### What the task requires
Report each line from the records where the string "change" turns up.

"""

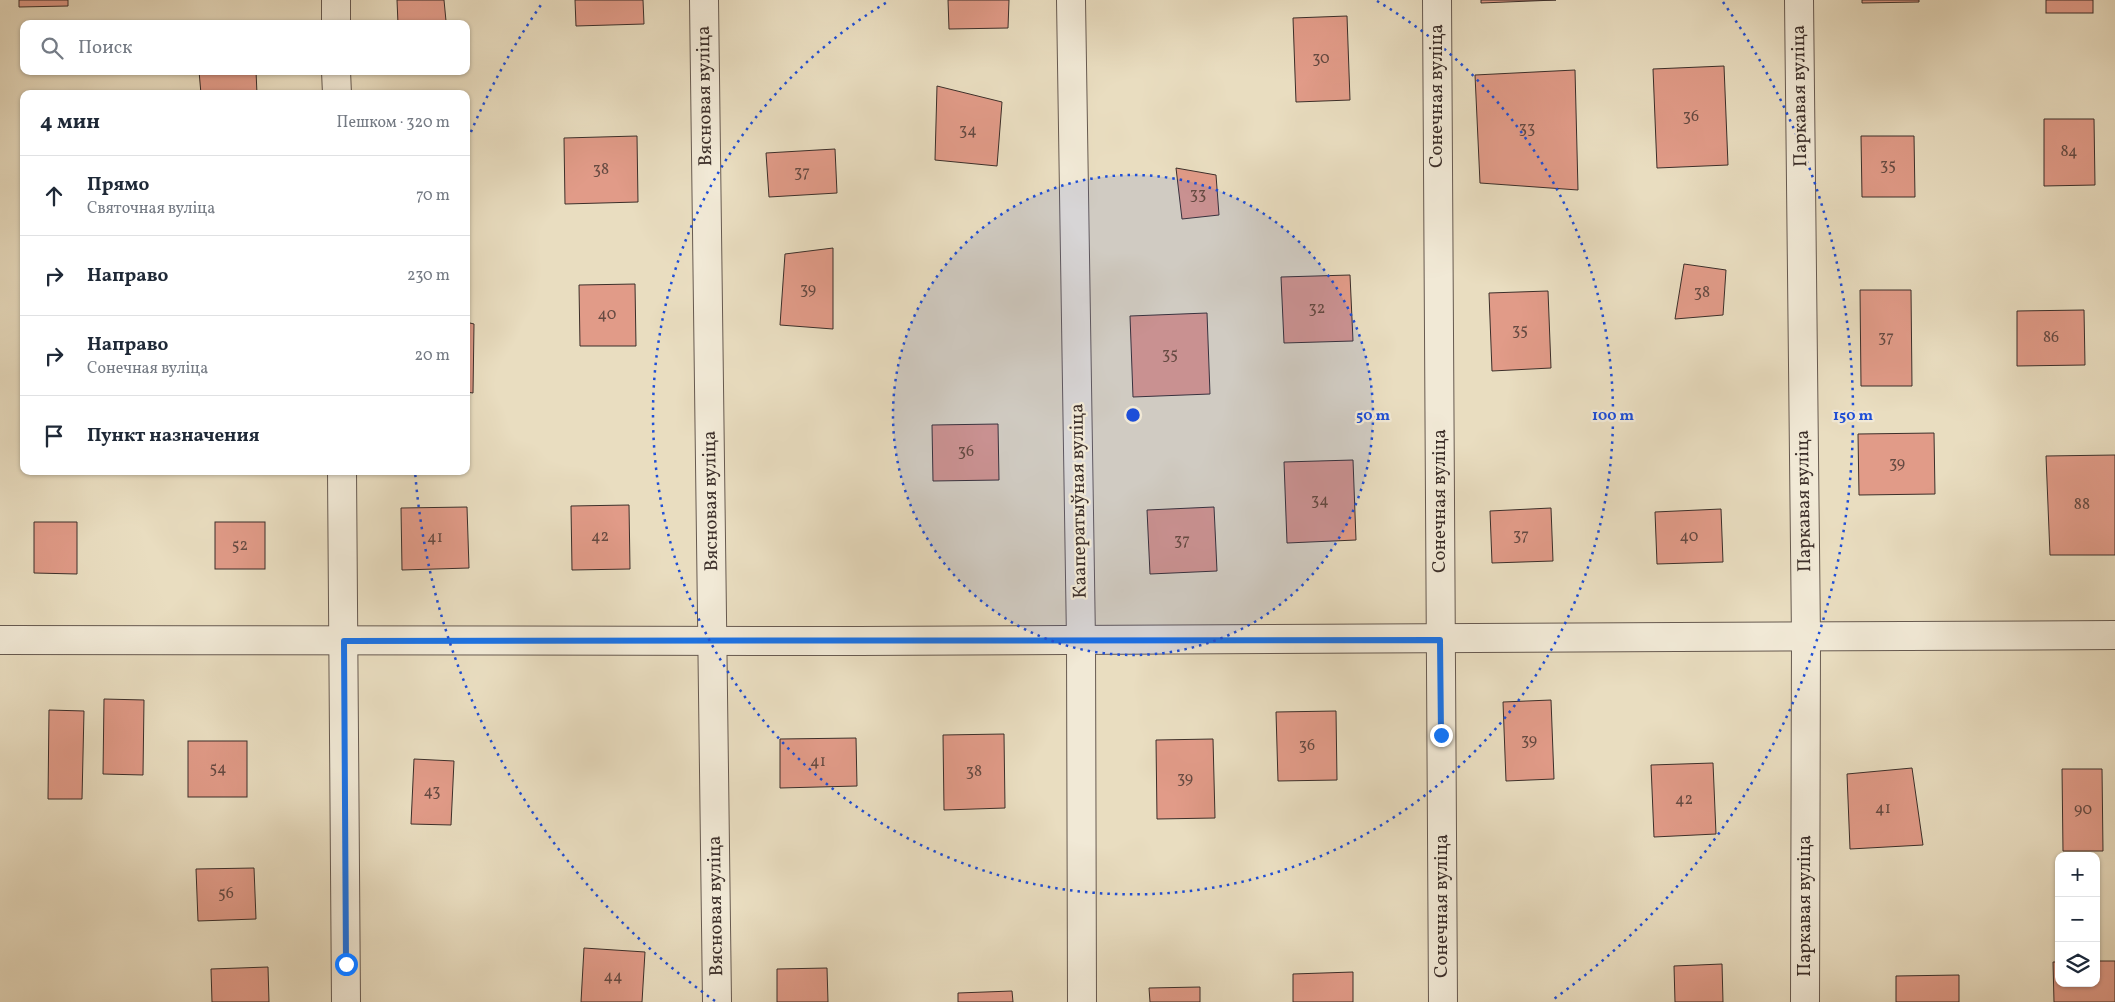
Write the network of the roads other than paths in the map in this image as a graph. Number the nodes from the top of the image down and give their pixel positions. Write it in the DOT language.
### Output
graph roads {
  1 [pos="336,0"];
  2 [pos="704,0"];
  3 [pos="1071,0"];
  4 [pos="1437,0"];
  5 [pos="1799,0"];
  6 [pos="336,20"];
  7 [pos="336,75"];
  8 [pos="337,90"];
  9 [pos="342,475"];
  10 [pos="2115,635"];
  11 [pos="1806,638"];
  12 [pos="0,640"];
  13 [pos="1440,640"];
  14 [pos="344,641"];
  15 [pos="1081,641"];
  16 [pos="713,642"];
  17 [pos="346,1002"];
  18 [pos="717,1002"];
  19 [pos="1082,1002"];
  20 [pos="1443,1002"];
  21 [pos="1805,1002"];
  1 -- 6 [label="street"];
  2 -- 16 [label="street, Вясновая вуліца"];
  3 -- 15 [label="street, Кааператыўная вуліца"];
  4 -- 13 [label="street, Сонечная вуліца"];
  5 -- 11 [label="street, Паркавая вуліца"];
  7 -- 8 [label="street"];
  9 -- 14 [label="street"];
  10 -- 11 [label="street"];
  11 -- 13 [label="street"];
  11 -- 21 [label="street, Паркавая вуліца"];
  12 -- 14 [label="street"];
  13 -- 15 [label="street"];
  13 -- 20 [label="street, Сонечная вуліца"];
  14 -- 16 [label="street"];
  14 -- 17 [label="street"];
  15 -- 16 [label="street"];
  15 -- 19 [label="street, Кааператыўная вуліца"];
  16 -- 18 [label="street, Вясновая вуліца"];
}
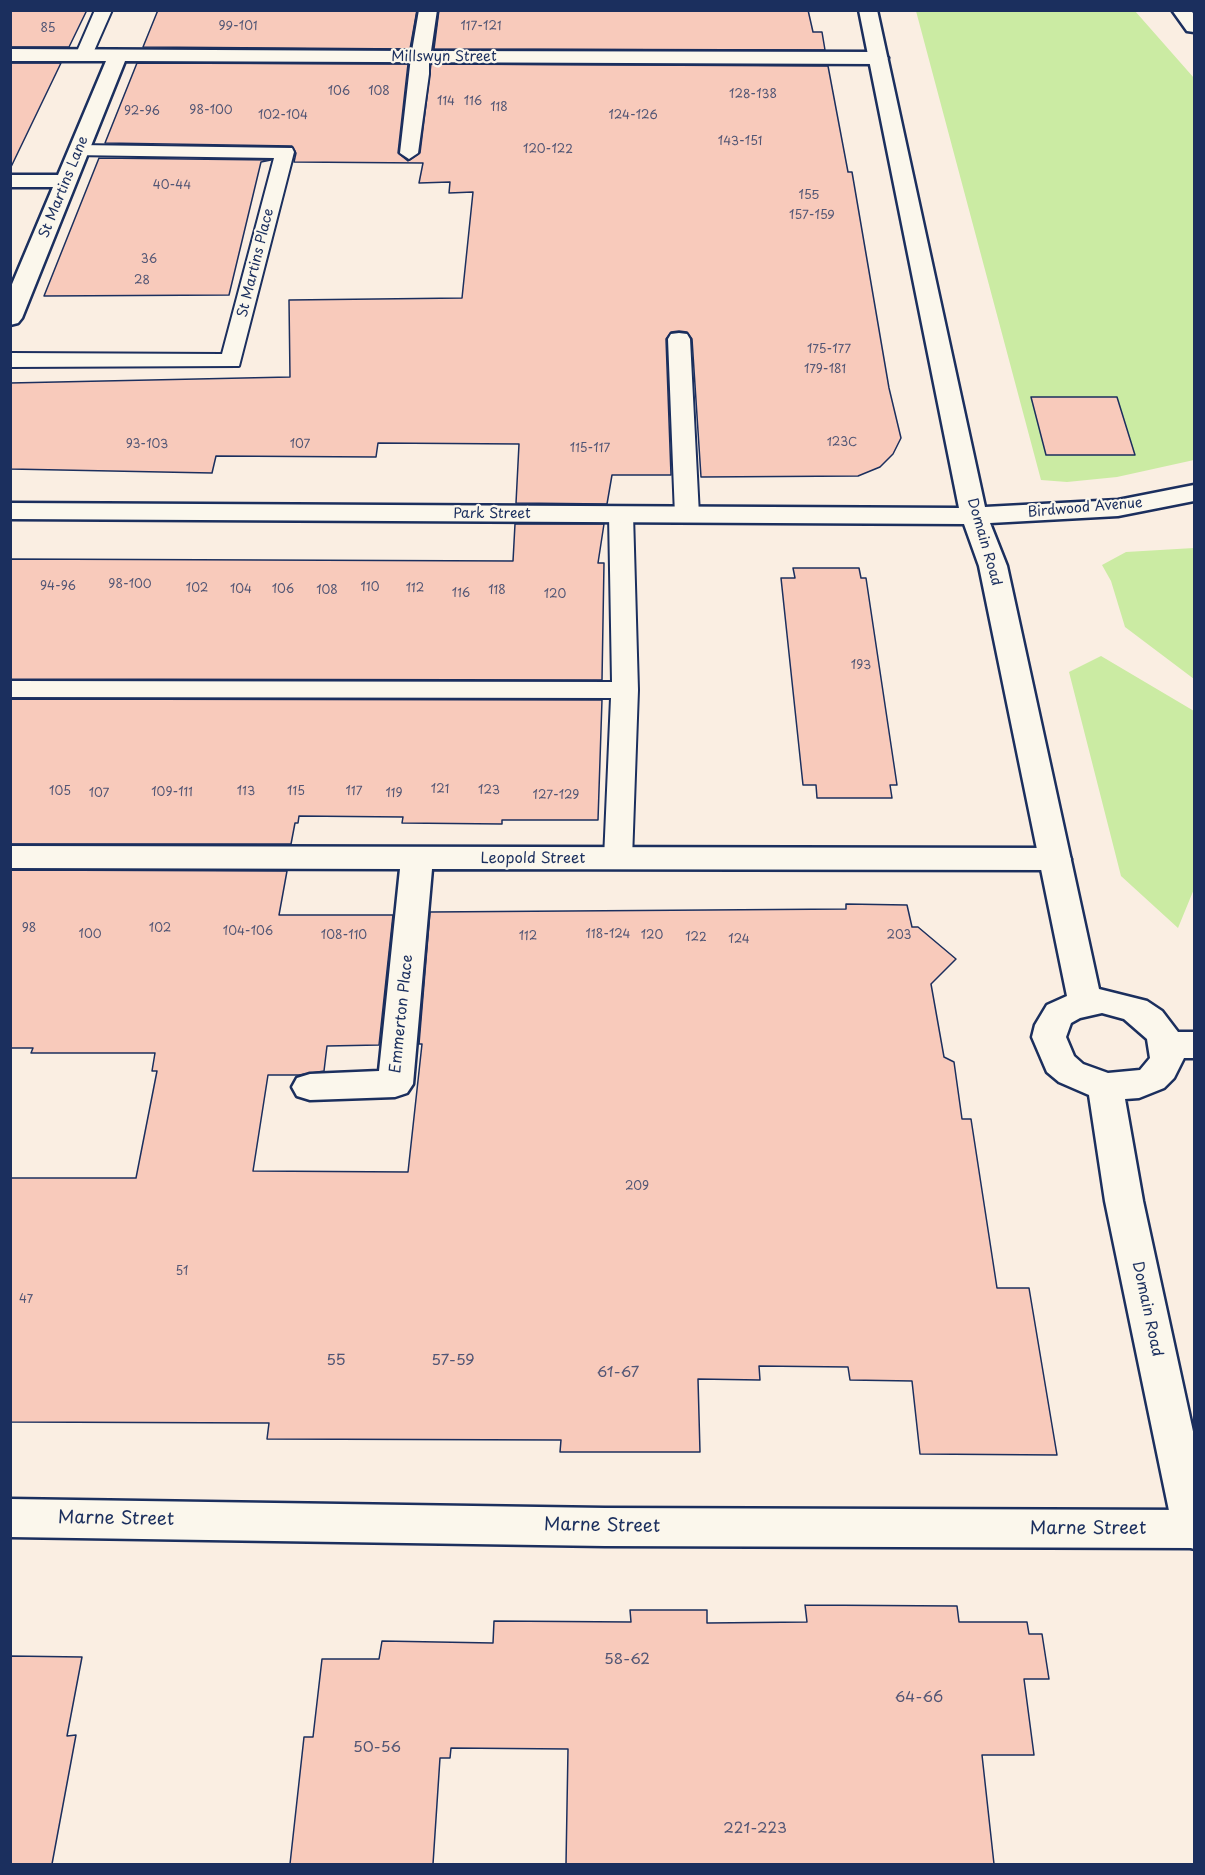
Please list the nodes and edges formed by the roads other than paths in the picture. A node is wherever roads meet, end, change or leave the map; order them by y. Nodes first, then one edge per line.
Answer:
1 (104, 10) edge
2 (428, 10) edge
3 (868, 10) edge
4 (1181, 10) edge
5 (1194, 27) edge
6 (10, 55) edge
7 (84, 56) junction
8 (117, 57) junction
9 (420, 57) junction
10 (878, 58) junction
11 (79, 151) junction
12 (409, 153) dead end
13 (67, 181) junction
14 (10, 182) edge
15 (10, 318) edge
16 (679, 339) dead end
17 (10, 360) edge
18 (1194, 493) edge
19 (10, 511) edge
20 (621, 514) junction
21 (687, 515) junction
22 (974, 516) junction
23 (10, 689) edge
24 (625, 690) junction
25 (10, 857) edge
26 (417, 859) junction
27 (618, 859) junction
28 (1055, 859) junction
29 (1085, 1002) junction
30 (1181, 1045) edge
31 (1105, 1086) junction
32 (310, 1087) dead end
33 (10, 1518) edge
34 (1194, 1530) edge

1 - 7 lane
2 - 9 street
3 - 10 street, Domain Road
4 - 5 street
6 - 7 street, Millswyn Street
7 - 8 street, Millswyn Street
8 - 9 street, Millswyn Street
8 - 11 street, St Martins Lane
9 - 10 street, Millswyn Street
9 - 12 lane
10 - 22 street, Domain Road
11 - 13 street, St Martins Lane
11 - 17 lane, St Martins Place
13 - 14 street
13 - 15 street, St Martins Lane
16 - 21 lane
18 - 22 street, Birdwood Avenue
19 - 20 street, Park Street
20 - 21 street, Park Street
20 - 24 lane
21 - 22 street, Park Street
22 - 28 street, Domain Road
23 - 24 lane
24 - 27 lane
25 - 26 street, Leopold Street
26 - 27 street, Leopold Street
26 - 32 street, Emmerton Place
27 - 28 street, Leopold Street
28 - 29 street, Domain Road
29 - 30 street
29 - 31 street
30 - 31 street
31 - 34 street, Domain Road
33 - 34 street, Marne Street

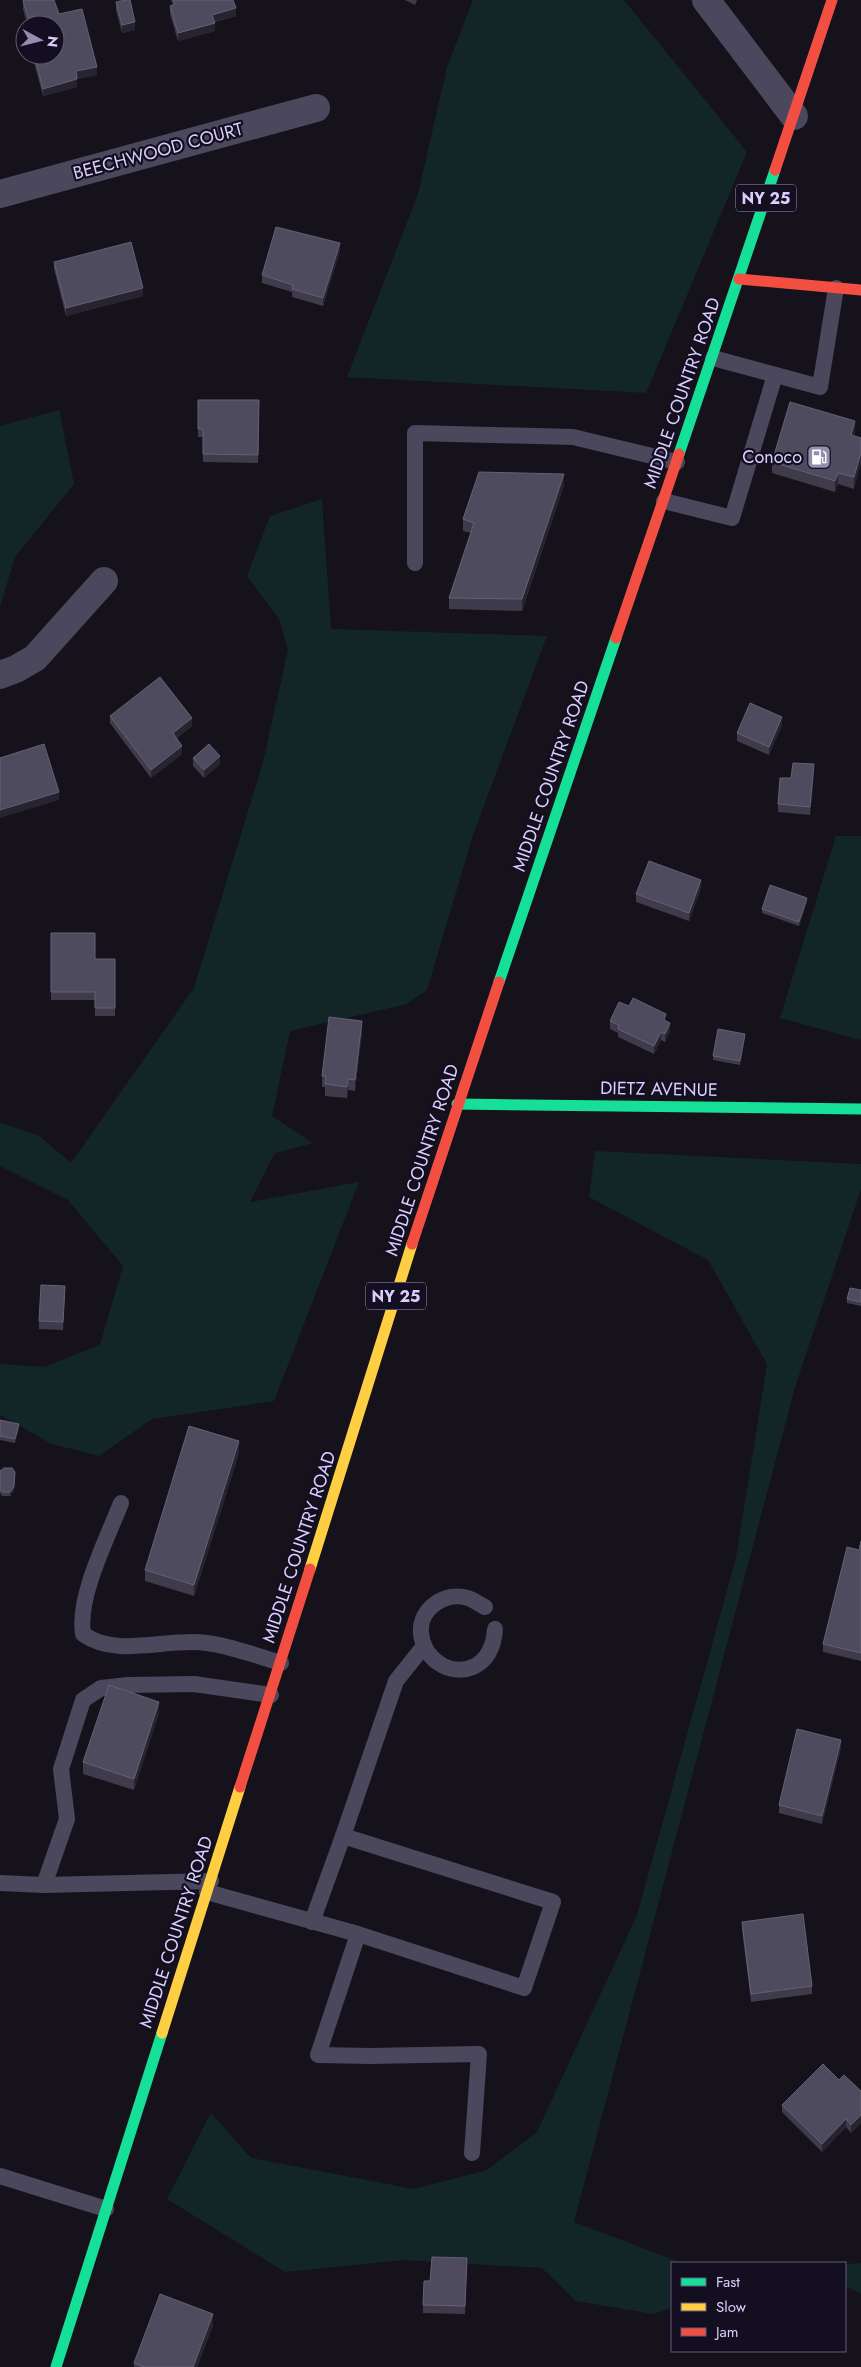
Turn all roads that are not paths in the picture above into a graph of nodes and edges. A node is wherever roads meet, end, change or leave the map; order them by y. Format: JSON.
{"nodes":[{"id":1,"x":706,"y":0,"type":"edge"},
{"id":2,"x":832,"y":0,"type":"edge"},
{"id":3,"x":316,"y":108,"type":"dead end"},
{"id":4,"x":794,"y":116,"type":"junction"},
{"id":5,"x":0,"y":194,"type":"edge"},
{"id":6,"x":739,"y":279,"type":"junction"},
{"id":7,"x":836,"y":288,"type":"junction"},
{"id":8,"x":861,"y":290,"type":"edge"},
{"id":9,"x":713,"y":358,"type":"junction"},
{"id":10,"x":775,"y":374,"type":"junction"},
{"id":11,"x":676,"y":462,"type":"junction"},
{"id":12,"x":664,"y":501,"type":"junction"},
{"id":13,"x":415,"y":563,"type":"dead end"},
{"id":14,"x":104,"y":581,"type":"dead end"},
{"id":15,"x":0,"y":675,"type":"edge"},
{"id":16,"x":457,"y":1104,"type":"junction"},
{"id":17,"x":861,"y":1109,"type":"edge"},
{"id":18,"x":121,"y":1503,"type":"dead end"},
{"id":19,"x":485,"y":1607,"type":"dead end"},
{"id":20,"x":495,"y":1629,"type":"dead end"},
{"id":21,"x":424,"y":1646,"type":"junction"},
{"id":22,"x":281,"y":1663,"type":"junction"},
{"id":23,"x":271,"y":1695,"type":"junction"},
{"id":24,"x":343,"y":1836,"type":"junction"},
{"id":25,"x":0,"y":1883,"type":"edge"},
{"id":26,"x":44,"y":1885,"type":"junction"},
{"id":27,"x":209,"y":1887,"type":"junction"},
{"id":28,"x":312,"y":1922,"type":"junction"},
{"id":29,"x":358,"y":1934,"type":"junction"},
{"id":30,"x":472,"y":2153,"type":"dead end"},
{"id":31,"x":0,"y":2176,"type":"edge"},
{"id":32,"x":106,"y":2209,"type":"junction"},
{"id":33,"x":56,"y":2367,"type":"edge"}],
"edges":[{"from":1,"to":4,"type":"street"},
{"from":2,"to":4,"type":"main road","name":"MIDDLE COUNTRY ROAD","number":"NY 25"},
{"from":3,"to":5,"type":"street","name":"BEECHWOOD COURT"},
{"from":4,"to":6,"type":"main road","name":"MIDDLE COUNTRY ROAD","number":"NY 25"},
{"from":6,"to":7,"type":"main road"},
{"from":6,"to":9,"type":"main road","name":"MIDDLE COUNTRY ROAD","number":"NY 25"},
{"from":7,"to":8,"type":"main road"},
{"from":7,"to":10,"type":"lane"},
{"from":9,"to":10,"type":"lane"},
{"from":9,"to":11,"type":"main road","name":"MIDDLE COUNTRY ROAD","number":"NY 25"},
{"from":10,"to":12,"type":"lane"},
{"from":11,"to":12,"type":"main road","name":"MIDDLE COUNTRY ROAD","number":"NY 25"},
{"from":11,"to":13,"type":"lane"},
{"from":12,"to":16,"type":"main road","name":"MIDDLE COUNTRY ROAD","number":"NY 25"},
{"from":14,"to":15,"type":"street"},
{"from":16,"to":17,"type":"main road","name":"DIETZ AVENUE"},
{"from":16,"to":22,"type":"main road","name":"MIDDLE COUNTRY ROAD","number":"NY 25"},
{"from":18,"to":22,"type":"lane"},
{"from":19,"to":21,"type":"lane"},
{"from":20,"to":21,"type":"lane"},
{"from":21,"to":24,"type":"lane"},
{"from":22,"to":23,"type":"main road","name":"MIDDLE COUNTRY ROAD","number":"NY 25"},
{"from":23,"to":26,"type":"lane"},
{"from":23,"to":27,"type":"main road","name":"MIDDLE COUNTRY ROAD","number":"NY 25"},
{"from":24,"to":28,"type":"lane"},
{"from":24,"to":29,"type":"lane"},
{"from":25,"to":26,"type":"lane"},
{"from":26,"to":27,"type":"lane"},
{"from":27,"to":28,"type":"lane"},
{"from":27,"to":32,"type":"main road","name":"MIDDLE COUNTRY ROAD","number":"NY 25"},
{"from":28,"to":29,"type":"lane"},
{"from":29,"to":30,"type":"lane"},
{"from":31,"to":32,"type":"lane"},
{"from":32,"to":33,"type":"main road","name":"MIDDLE COUNTRY ROAD","number":"NY 25"}]}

"""

### Solution
Please list the nodes and edges formed by the roads other than paths in the picture. A node is wherever roads meet, end, change or leave the map; order them by y. Nodes first, then one edge per line.
Turn all roads that are not paths in the picture above into a graph of nodes and edges. A node is wherever roads meet, end, change or leave the map; order them by y. Format: JSON.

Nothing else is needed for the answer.